21 juin 2026 - 11:51

Après deux années d’interruption, l’Islande a autorisé la reprise de la chasse commerciale à la baleine. Une décision qui suscite une vive opposition des organisations environnementales, alors que le rôle écologique des grands cétacés dans les océans est aujourd’hui largement reconnu.

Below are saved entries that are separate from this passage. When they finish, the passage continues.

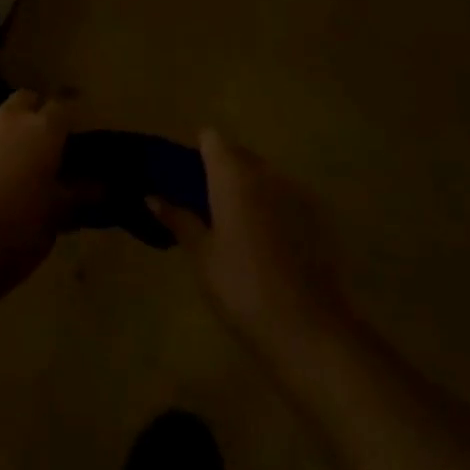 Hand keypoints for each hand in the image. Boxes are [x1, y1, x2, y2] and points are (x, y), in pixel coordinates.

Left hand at [0, 91, 75, 278]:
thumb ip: (78, 195)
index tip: (72, 131)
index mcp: (42, 131)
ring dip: (3, 135)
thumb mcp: (56, 218)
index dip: (69, 115)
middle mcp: (8, 119)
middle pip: (25, 99)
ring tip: (4, 170)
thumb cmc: (17, 232)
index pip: (63, 106)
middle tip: (39, 144)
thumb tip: (101, 185)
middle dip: (34, 113)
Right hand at [151, 130, 352, 356]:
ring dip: (249, 189)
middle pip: (238, 154)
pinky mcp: (317, 216)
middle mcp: (265, 172)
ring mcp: (295, 191)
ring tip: (238, 228)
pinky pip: (286, 197)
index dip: (198, 152)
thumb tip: (152, 196)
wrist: (309, 330)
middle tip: (208, 207)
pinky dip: (274, 208)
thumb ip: (179, 219)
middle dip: (222, 171)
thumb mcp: (202, 256)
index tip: (188, 179)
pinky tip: (270, 246)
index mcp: (232, 174)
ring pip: (264, 175)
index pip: (211, 138)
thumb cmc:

Les baleiniers islandais ont repris la mer ce week-end après deux années de suspension de la chasse commerciale aux cétacés. Le départ des navires depuis Reykjavik relance un débat qui dépasse désormais la seule question économique pour toucher aux enjeux de biodiversité et de protection des océans.

L’entreprise Hvalur, principal opérateur du secteur, a envoyé ses deux navires vers les zones de chasse après des essais de harpons. Un militant écologiste a tenté de retarder le départ de l’un des bateaux avant d’être évacué par la police.

Avec la Norvège et le Japon, l’Islande fait partie des trois derniers pays autorisant encore la chasse commerciale à la baleine, malgré le moratoire international adopté en 1986 par la Commission baleinière internationale.

Une activité économique en déclin

Les campagnes de chasse n’avaient pas eu lieu en 2024 et 2025 en raison d’une rentabilité insuffisante. La consommation locale de viande de baleine continue de diminuer et les exportations vers le Japon restent limitées.

Cette année, les autorités scientifiques islandaises ont fixé un quota maximal de 150 rorquals communs, soit une baisse de près de 30 % par rapport aux années précédentes. Le quota de petits rorquals a également été réduit.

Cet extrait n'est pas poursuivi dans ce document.